Dalam pertemuan itu, Presiden menekankan pentingnya menempatkan posisi Indonesia pada titik tawar terbaik dalam setiap perundingan ekonomi internasional, khususnya dengan Amerika Serikat yang saat ini tengah memasuki fase krusial negosiasi tarif.
Sekretaris Kabinet Teddy Indra Wijaya menyampaikan bahwa Presiden meminta seluruh tim perunding memastikan kebijakan yang diambil benar-benar berpihak pada kepentingan nasional.
“Presiden menekankan agar posisi Indonesia dalam setiap perundingan ekonomi dengan pihak mana pun, terutama dengan Amerika Serikat dalam waktu dekat, harus berada pada posisi yang paling menguntungkan bagi Indonesia,” tulis Teddy melalui akun Instagram resmi Sekretariat Kabinet.
Selain penurunan tarif, Kepala Negara juga menyoroti pentingnya mendorong peningkatan produktivitas industri dalam negeri melalui hasil perundingan tersebut. Penguatan rantai pasok global atau global supply chain dinilai menjadi agenda strategis yang tidak boleh diabaikan.
“Presiden menginginkan agar perundingan ini mampu memperkuat industri nasional sekaligus memperkokoh posisi Indonesia dalam rantai pasok global,” lanjut Teddy.
Pertemuan di Hambalang itu dihadiri sejumlah menteri kunci di bidang ekonomi, antara lain Menteri Koordinator Bidang Perekonomian Airlangga Hartarto, Menteri Keuangan Purbaya Yudhi Sadewa, Menteri Investasi dan Hilirisasi/Kepala BKPM Rosan Roeslani, serta Menteri Sekretaris Negara Prasetio Hadi.

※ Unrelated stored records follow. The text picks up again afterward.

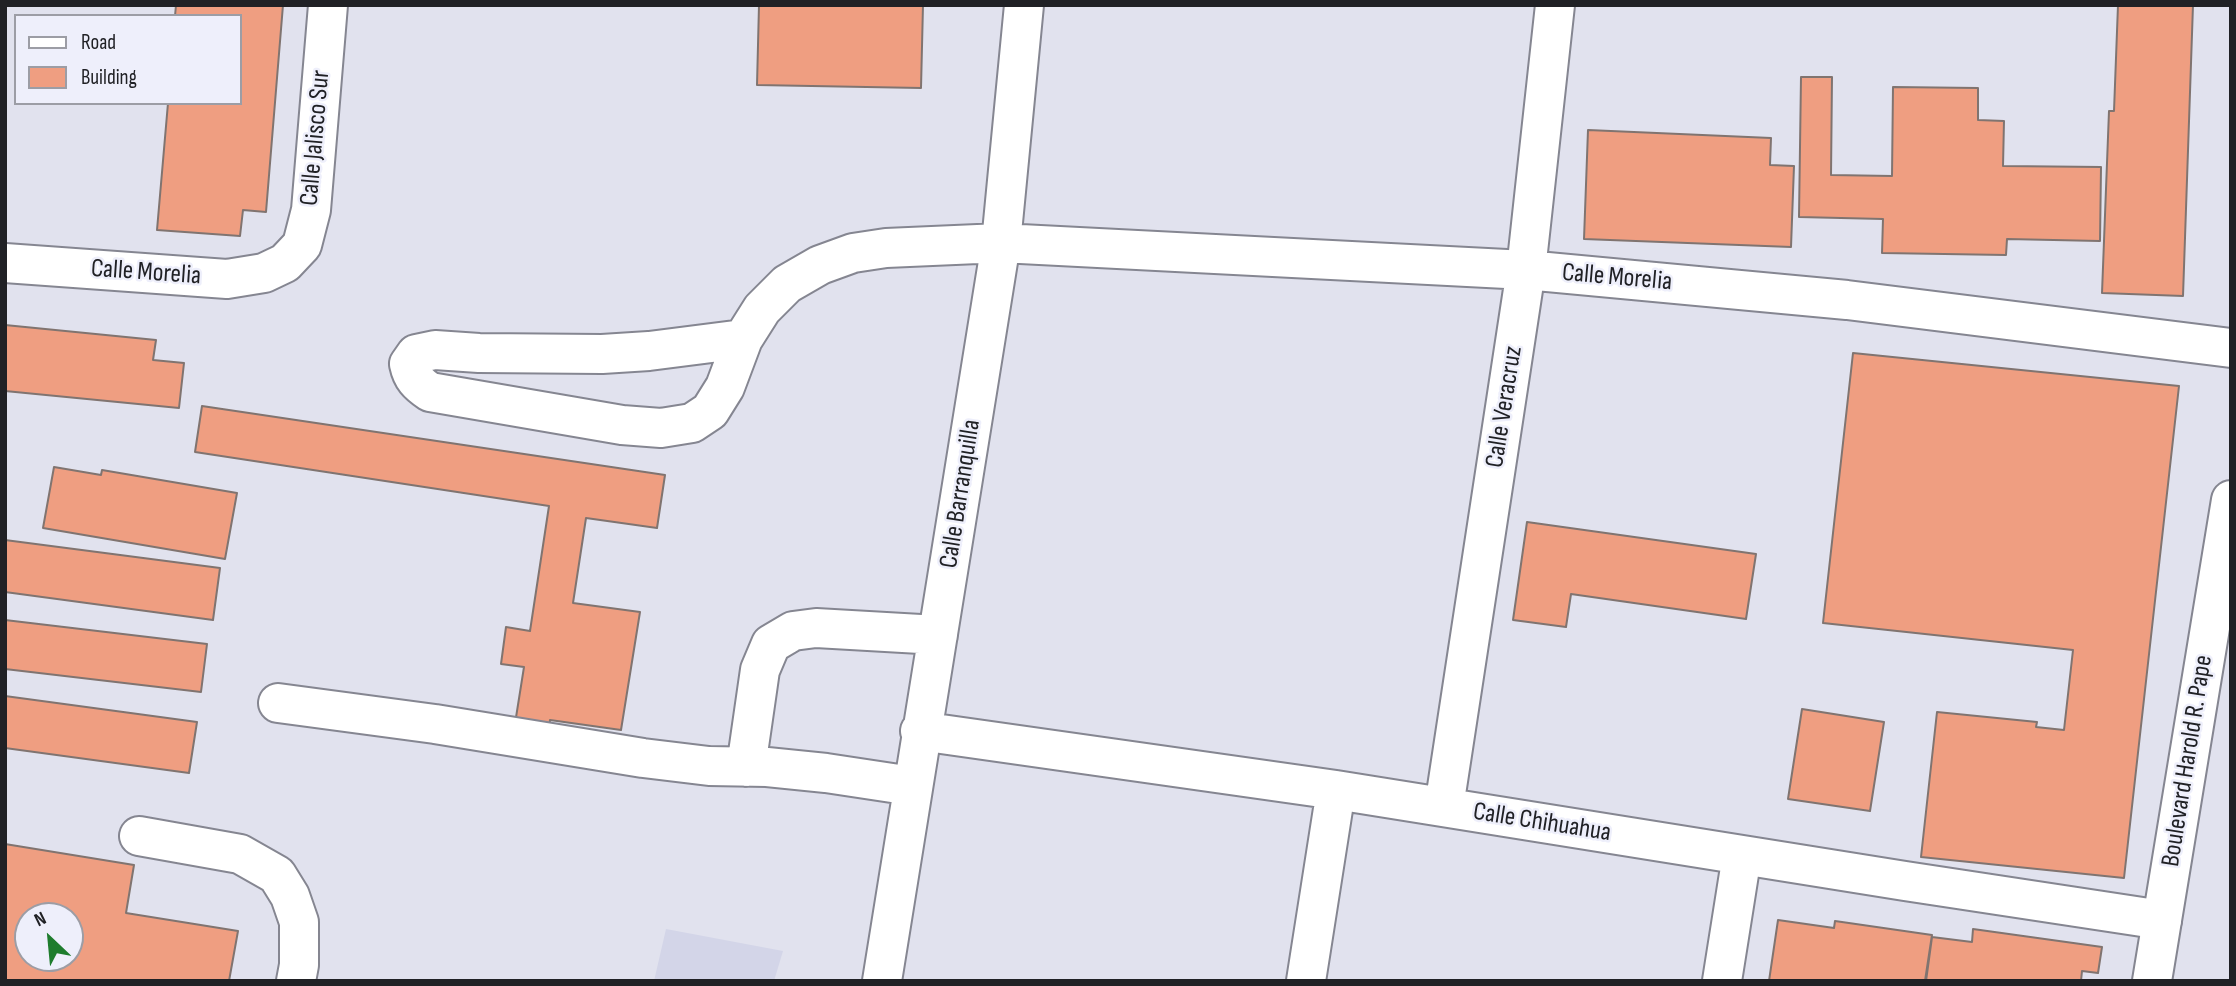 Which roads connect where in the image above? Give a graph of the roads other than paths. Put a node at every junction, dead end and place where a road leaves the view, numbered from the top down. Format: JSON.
{"nodes":[{"id":1,"x":328,"y":5,"type":"edge"},
{"id":2,"x":1024,"y":5,"type":"edge"},
{"id":3,"x":1555,"y":5,"type":"edge"},
{"id":4,"x":1000,"y":243,"type":"junction"},
{"id":5,"x":285,"y":263,"type":"joint"},
{"id":6,"x":5,"y":264,"type":"edge"},
{"id":7,"x":1526,"y":270,"type":"junction"},
{"id":8,"x":743,"y":339,"type":"junction"},
{"id":9,"x":2231,"y":348,"type":"edge"},
{"id":10,"x":2231,"y":500,"type":"edge"},
{"id":11,"x":938,"y":635,"type":"junction"},
{"id":12,"x":278,"y":703,"type":"dead end"},
{"id":13,"x":920,"y":731,"type":"junction"},
{"id":14,"x":746,"y":767,"type":"junction"},
{"id":15,"x":912,"y":786,"type":"junction"},
{"id":16,"x":1336,"y":790,"type":"junction"},
{"id":17,"x":1444,"y":807,"type":"junction"},
{"id":18,"x":139,"y":836,"type":"dead end"},
{"id":19,"x":1742,"y":855,"type":"junction"},
{"id":20,"x":2162,"y":920,"type":"junction"},
{"id":21,"x":296,"y":981,"type":"edge"},
{"id":22,"x":882,"y":981,"type":"edge"},
{"id":23,"x":1306,"y":981,"type":"edge"},
{"id":24,"x":1722,"y":981,"type":"edge"},
{"id":25,"x":2152,"y":981,"type":"edge"}],
"edges":[{"from":1,"to":5,"type":"main road","name":"Calle Jalisco Sur"},
{"from":2,"to":4,"type":"main road","name":"Calle Barranquilla"},
{"from":3,"to":7,"type":"main road","name":"Calle Veracruz"},
{"from":4,"to":7,"type":"main road","name":"Calle Morelia"},
{"from":4,"to":8,"type":"main road","name":"Calle Morelia"},
{"from":4,"to":11,"type":"main road","name":"Calle Barranquilla"},
{"from":5,"to":6,"type":"main road","name":"Calle Morelia"},
{"from":7,"to":9,"type":"main road","name":"Calle Morelia"},
{"from":7,"to":17,"type":"main road","name":"Calle Veracruz"},
{"from":8,"to":8,"type":"main road","name":"Calle Morelia"},
{"from":10,"to":20,"type":"main road","name":"Boulevard Harold R. Pape"},
{"from":11,"to":13,"type":"main road","name":"Calle Barranquilla"},
{"from":11,"to":14,"type":"main road"},
{"from":12,"to":14,"type":"main road"},
{"from":13,"to":15,"type":"main road","name":"Calle Barranquilla"},
{"from":13,"to":16,"type":"main road","name":"Calle Chihuahua"},
{"from":14,"to":15,"type":"main road"},
{"from":15,"to":22,"type":"main road","name":"Calle Barranquilla"},
{"from":16,"to":17,"type":"main road","name":"Calle Chihuahua"},
{"from":16,"to":23,"type":"main road"},
{"from":17,"to":19,"type":"main road","name":"Calle Chihuahua"},
{"from":18,"to":21,"type":"main road"},
{"from":19,"to":20,"type":"main road","name":"Calle Chihuahua"},
{"from":19,"to":24,"type":"main road"},
{"from":20,"to":25,"type":"main road","name":"Boulevard Harold R. Pape"}]}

Sementara itu, pemerintah memastikan Presiden Prabowo akan terjun langsung dalam fase akhir negosiasi dengan menghadiri agenda penting di Amerika Serikat. Hal tersebut disampaikan Airlangga Hartarto usai rapat terbatas di Istana Merdeka, Jakarta, Rabu (11/2/2026).

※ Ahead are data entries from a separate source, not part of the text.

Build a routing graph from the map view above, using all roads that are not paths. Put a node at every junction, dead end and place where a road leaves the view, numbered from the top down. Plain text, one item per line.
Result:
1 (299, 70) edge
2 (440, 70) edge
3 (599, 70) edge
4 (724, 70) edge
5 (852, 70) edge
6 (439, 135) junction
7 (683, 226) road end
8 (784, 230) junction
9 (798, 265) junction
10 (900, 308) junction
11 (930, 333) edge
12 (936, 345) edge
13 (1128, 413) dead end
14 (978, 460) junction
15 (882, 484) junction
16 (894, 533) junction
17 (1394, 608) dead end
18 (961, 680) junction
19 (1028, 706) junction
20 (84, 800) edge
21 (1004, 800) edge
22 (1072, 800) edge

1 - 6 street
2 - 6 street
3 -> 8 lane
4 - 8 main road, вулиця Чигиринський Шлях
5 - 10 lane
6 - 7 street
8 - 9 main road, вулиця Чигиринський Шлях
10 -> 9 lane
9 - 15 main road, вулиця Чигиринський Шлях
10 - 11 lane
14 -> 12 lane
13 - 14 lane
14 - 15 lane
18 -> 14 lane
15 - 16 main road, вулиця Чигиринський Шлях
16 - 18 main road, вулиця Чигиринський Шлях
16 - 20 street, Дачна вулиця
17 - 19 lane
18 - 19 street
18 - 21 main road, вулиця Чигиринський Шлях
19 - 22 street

Menurut Airlangga, Presiden dijadwalkan melakukan kunjungan kerja ke Amerika Serikat pada 19 Februari 2026 untuk menghadiri forum perdana Board of Peace, sekaligus merampungkan penandatanganan Agreement on Reciprocal Tariff (ART) antara kedua negara.

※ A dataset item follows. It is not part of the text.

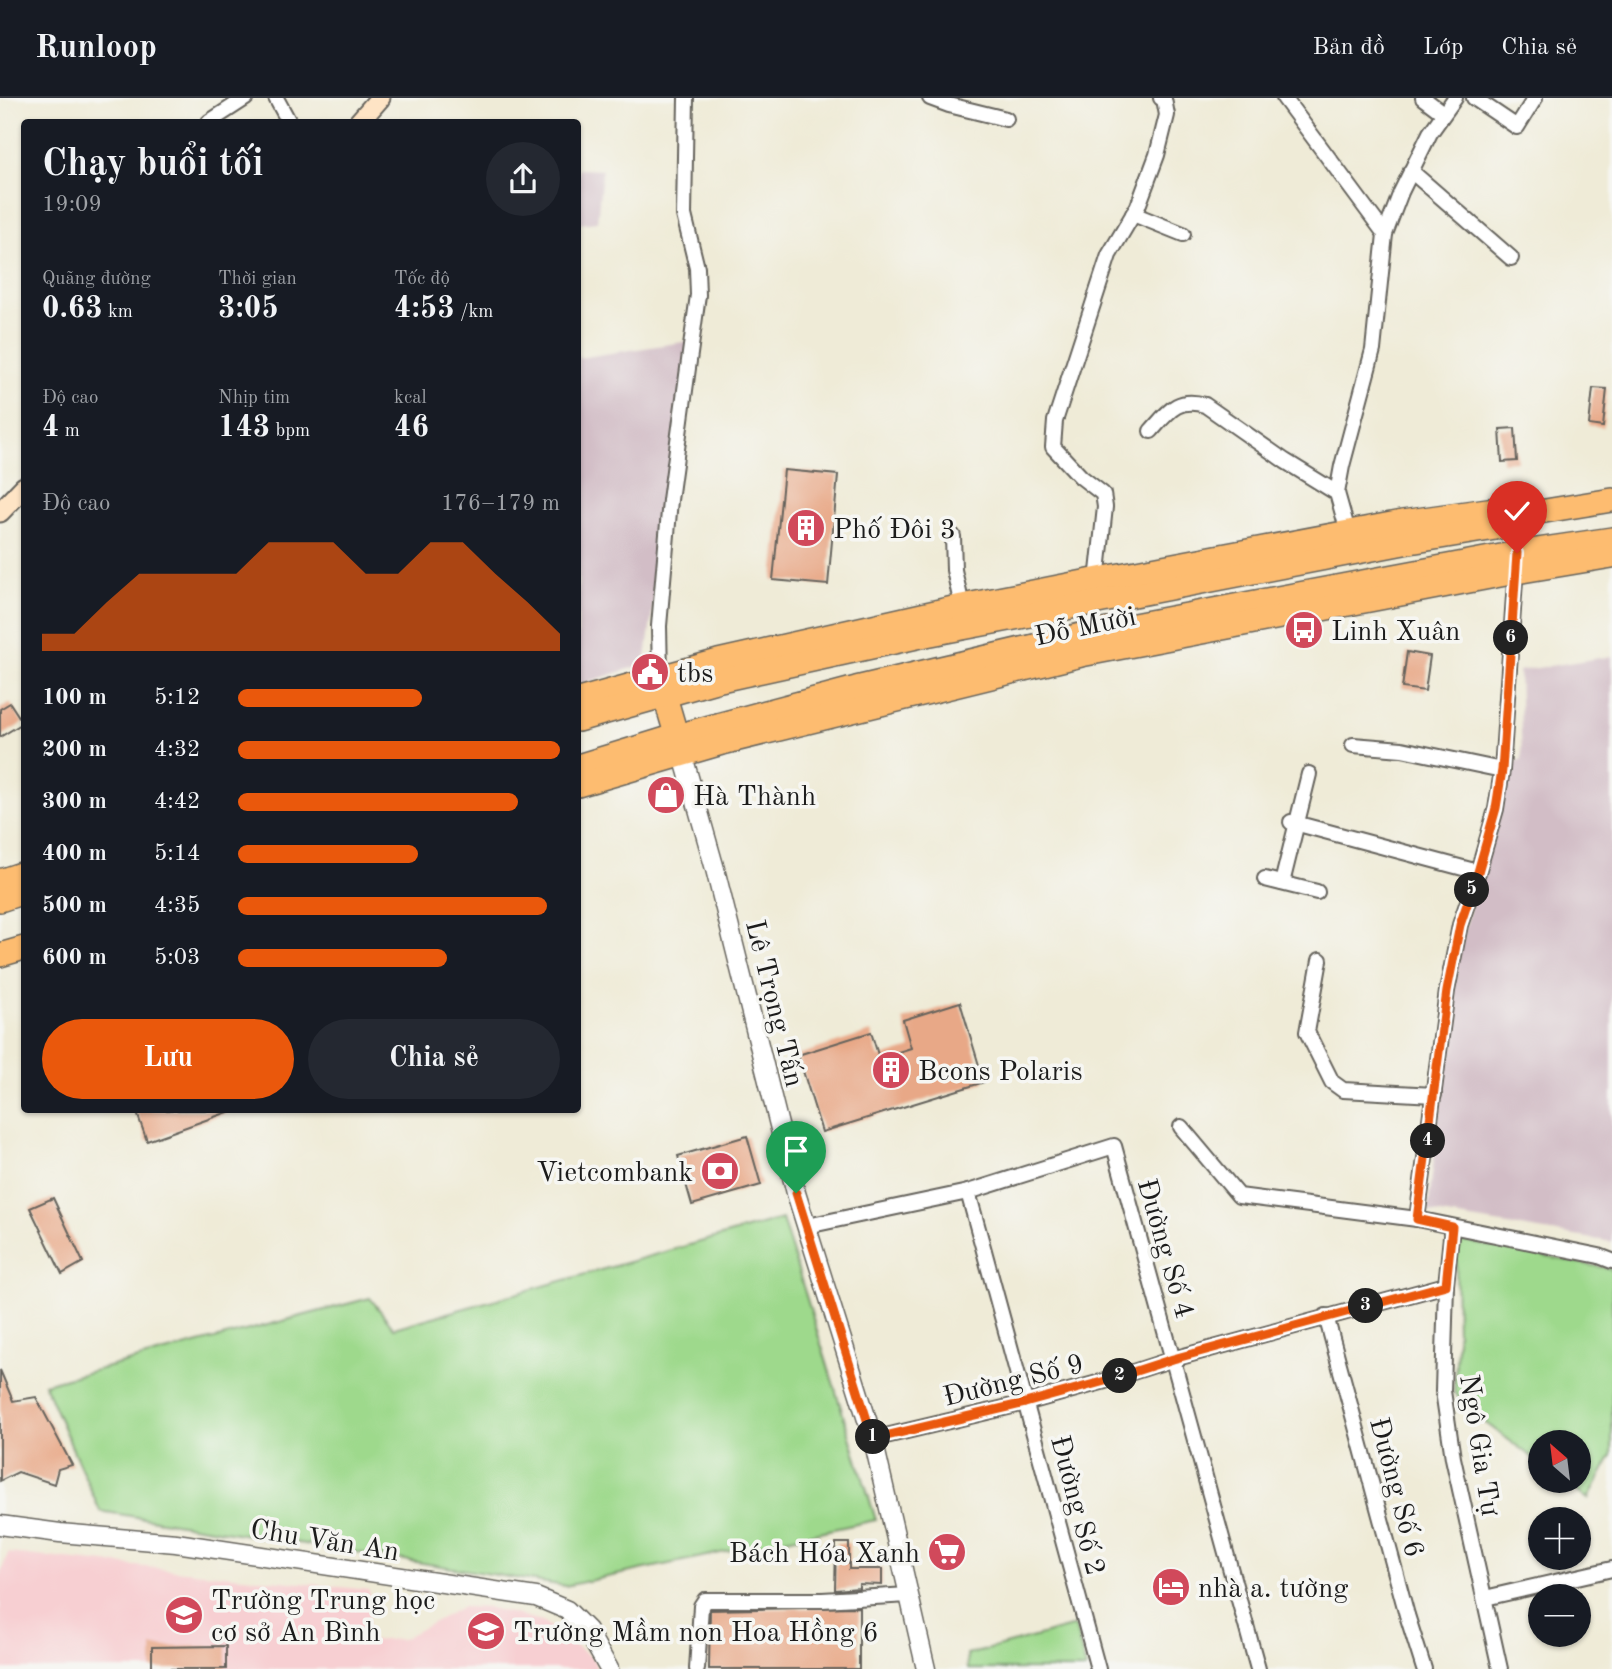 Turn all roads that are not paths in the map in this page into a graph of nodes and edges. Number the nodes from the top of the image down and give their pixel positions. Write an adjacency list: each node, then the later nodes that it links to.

“Hingga saat ini, Indonesia telah mencapai kesepakatan penurunan tarif hingga 19 persen. Namun, pemerintah masih mengupayakan penghapusan tarif secara maksimal, bahkan hingga nol persen,” ujar Airlangga.
Pemerintah berharap kesepakatan akhir dapat menyamai fasilitas tarif yang telah lebih dulu diperoleh negara-negara Asia Tenggara lainnya, seperti Malaysia, Thailand, dan Kamboja, demi memperkuat daya saing ekspor nasional di pasar Amerika Serikat.